Maximum penalty: 20 penalty
units.
s 29: Am 2006 No 79,
Sch 1 [7] [8] [10].
Division 7Evidentiary and other
procedural matters
32Evidence of alcohol
concentration revealed by breath or blood analysis in proceedings for offence
under section 9
(cf Traffic Act, ss 4E (11) and 4G
(8))
(1)
In proceedings for an offence under section 9,
evidence may be given of the concentration of alcohol present in the breath or
blood of the person charged as determined by:
(a)
a breath analysing instrument operated by a
police officer authorised to do so by the Commissioner of Police,
or
(b)
an analysis of the person’s blood under
this Part.
(2)
In proceedings for an offence under section 9,
the concentration of alcohol so determined is taken to be the concentration of
alcohol in the person’s breath or blood at the time of the occurrence of
the relevant event referred to in section 13 (1) (a), (b) or (c) if the breath
analysis was made, or blood sample taken, within 2 hours after the event
unless the defendant proves that the concentration of alcohol in the
defendant’s breath or blood at the time concerned was:
(a1)
in the case of an offence under section 9
(1A)—zero grammes of alcohol in 210 litres of breath or 100 millilitres
of blood, or
(a)
in the case of an offence under section 9
(1)—less than 0.02 grammes of alcohol in 210 litres of breath or 100
millilitres of blood, or
(b)
in the case of an offence under section 9
(2)—less than 0.05 grammes of alcohol in 210 litres of breath or 100
millilitres of blood, or
(c)
in the case of an offence under section 9
(3)—less than 0.08 grammes of alcohol in 210 litres of breath or 100
millilitres of blood, or
(d)
in the case of an offence under section 9
(4)—less than 0.15 grammes of alcohol in 210 litres of breath or 100
millilitres of blood.
(3)
Nothing in subsection (2) affects the operation
of section 10.
s 32: Am 2004 No 17,
Sch 1 [10]; 2004 No 55, Sch 1.32 [2]; 2007 No 99, Sch 1
[10]–[12].
33Certificate evidence about
breath or blood analysis in proceedings for offences under section
9
(cf Traffic Act, ss 4E (12) and 4G
(9)–(11A))
(1)
In proceedings for an offence under section 9 a
certificate purporting to be signed by a police officer certifying
that:
(a)
the officer is authorised by the Commissioner of
Police to operate breath analysing instruments, and
(b)
a person named in the certificate submitted to a
breath analysis, and
(c)
the apparatus used by the officer to make the
breath analysis was a breath analysing instrument within the meaning of this
Act, and
(d)
the analysis was made on the day and completed at
the time stated in the certificate, and
(e)
a concentration of alcohol determined by that
breath analysing instrument and expressed in grammes of alcohol in 210 litres
of breath or 100 millilitres of blood was present in the breath or blood of
that person on the day and at the time stated in the certificate,
and
(f)
a statement in writing required by section 15 (3)
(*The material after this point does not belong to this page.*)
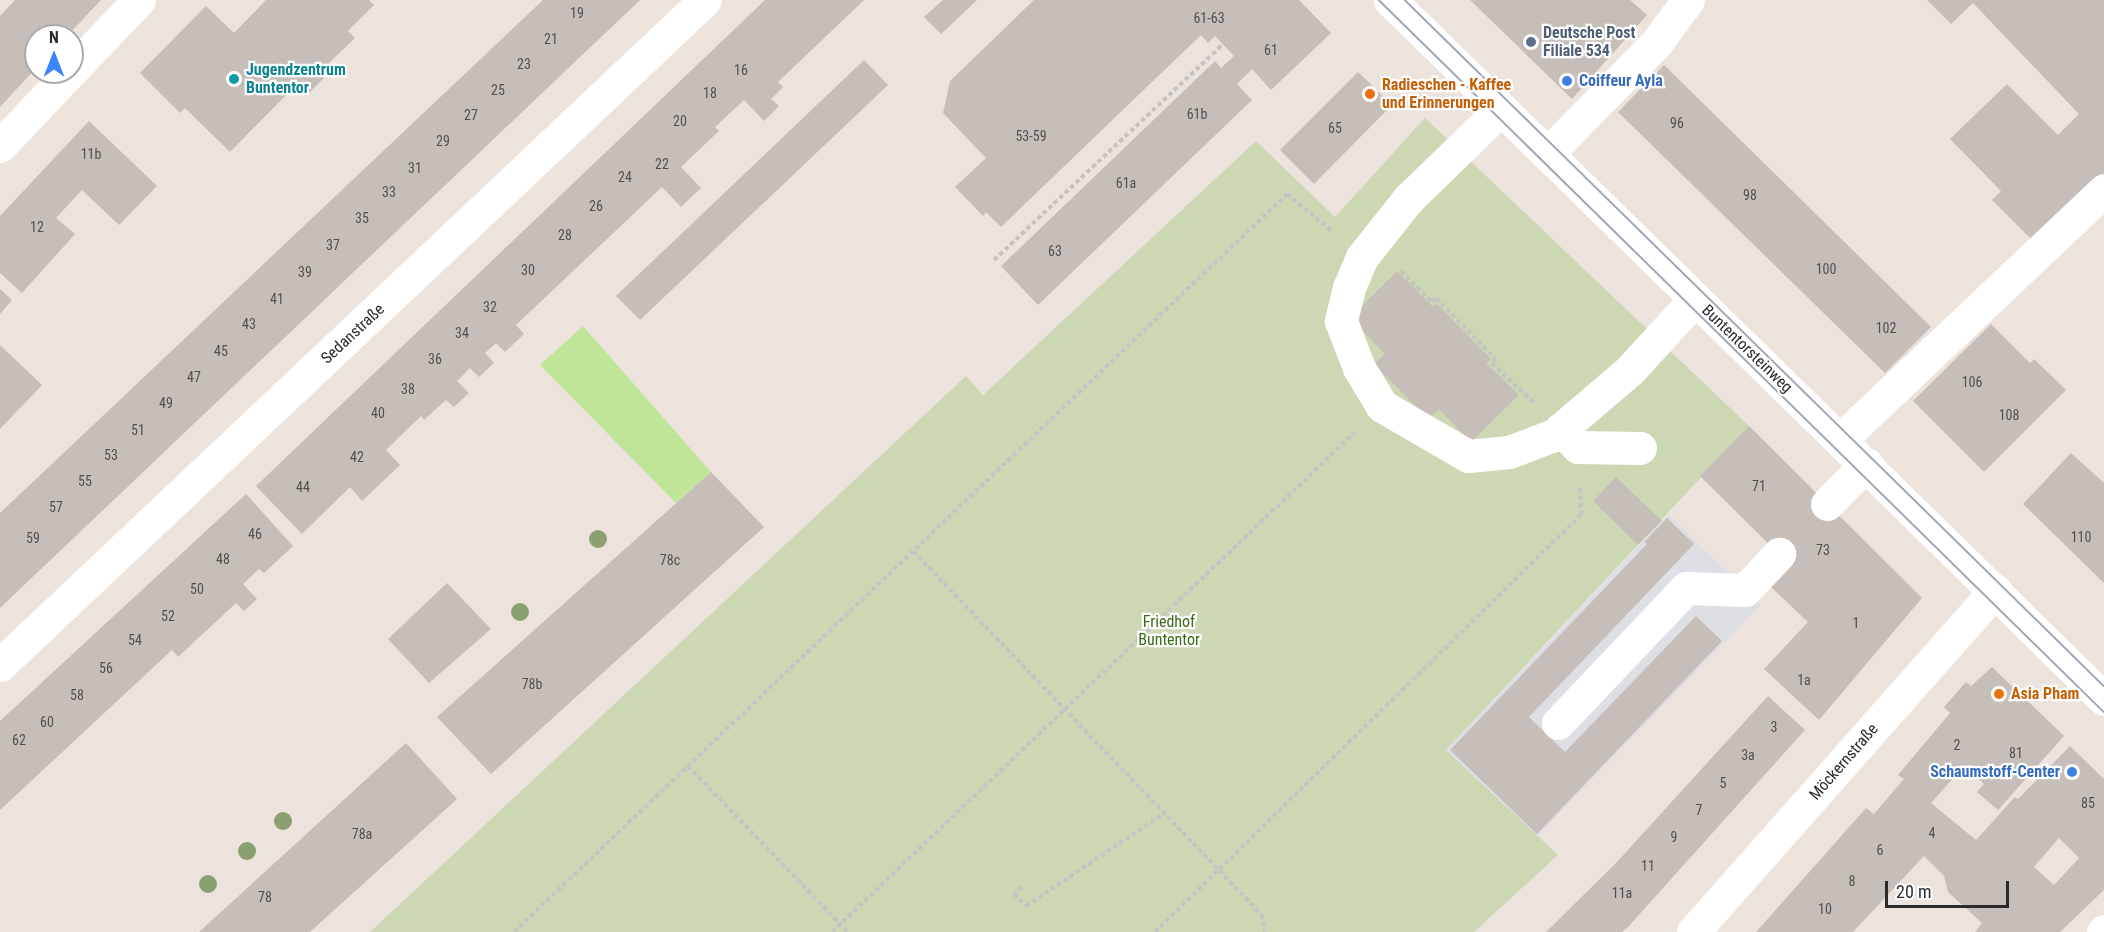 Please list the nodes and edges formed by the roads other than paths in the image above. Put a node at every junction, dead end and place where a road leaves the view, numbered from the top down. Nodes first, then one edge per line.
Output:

was delivered in accordance with that subsection,
is admissible and is prima facie evidence of the
particulars certified in and by the certificate.
(2)
In proceedings for an offence under section 9 or
Division 3 a certificate purporting to be signed by the Commissioner of Police
that the police officer named in the certificate is authorised by the
Commissioner of Police to operate breath analysing instruments is admissible
and is prima facie evidence of the particulars certified in and by the
certificate.
(3)
In proceedings for an offence under section 9 or
Division 3, evidence of the condition of a breath analysing instrument, or of
the manner in which it was operated, is not required unless evidence
sufficient to raise doubt that the instrument was in proper condition and
properly operated has been adduced.
(4)
In proceedings for an offence under section 9 a
certificate purporting to be signed by a medical practitioner or nurse
certifying any one or more of the following matters is admissible and is prima
facie evidence of the particulars certified in and by the certificate:
(a)
that he or she was a medical practitioner or
nurse who attended a specified person who attended at or was admitted into a
hospital as referred to in section 20,
(b)
that he or she took a sample of the
person’s blood in accordance with Division 4, and any relevant
provisions of the regulations, on the day and at the time stated in the
certificate,
(c)
that he or she dealt with the sample in
accordance with section 23 (1) and any relevant provisions of the
regulations,
(d)
that he or she used equipment of a specified
description in so taking and dealing with the sample,
(e)
that the container was sealed, and marked or
labelled, in a specified manner.
(5)
In proceedings for an offence under section 9, a
certificate purporting to be signed by a police officer certifying any one or
more of the following matters is admissible and is prima facie evidence of the
particulars certified in and by the certificate:
(a)
that the officer received a sample of a specified
person’s blood taken in accordance with Division 4,
(b)
that the officer arranged for the sample to be
submitted for analysis by an analyst to determine the concentration of alcohol
in the blood,
(c)
that the container was sealed, and marked or
labelled, in a specified manner.
(6)
In proceedings for an offence under section 9, a
certificate purporting to be signed by an analyst certifying any one or more
of the following matters:
(a)
that the analyst received, on a specified day, a
sample of a specified person’s blood in a container submitted for
analysis under this Part,
(b)
that the container, as received by the analyst,
was sealed, and marked or labelled, in a specified manner,
(c)
that on receipt by the analyst of the container,
the seal was unbroken,
(d)
that the analyst carried out an analysis of the
sample to determine the concentration of alcohol in the
sample,
(e)
that the concentration of alcohol determined
pursuant to the analysis and expressed in grammes of alcohol in 100
millilitres of blood was present in that sample,
(f)
that the analyst was, at the time of the
analysis, an analyst within the meaning of this
Act,
is admissible and is prima facie evidence:
(g)
of the particulars certified in and by the
certificate, and
(h)
that the sample was a sample of the blood of that
specified person, and
(i)
that the sample had not been tampered with before
it was received by the analyst.
(7)
In proceedings for an offence under section 9, a
certificate purporting to be signed by a person who, in another State or
Territory:
(a)
took a blood sample, or
(b)
analysed a blood
sample,
in accordance with provisions of a law of that State or
Territory that substantially correspond to the provisions of Division 4 is
admissible and is prima facie evidence of the particulars certified in and by
the certificate, and an analysis to which any such certificate relates is
taken to be an analysis under Division 4.
s 33: Am 2000 No 78,
Sch 1 [9]–[13]; 2004 No 55, Sch 1.32 [3]; 2006 No 110, Sch 2 [1] [2];
2006 No 120, Sch 2.80; 2007 No 99, Sch 1 [13].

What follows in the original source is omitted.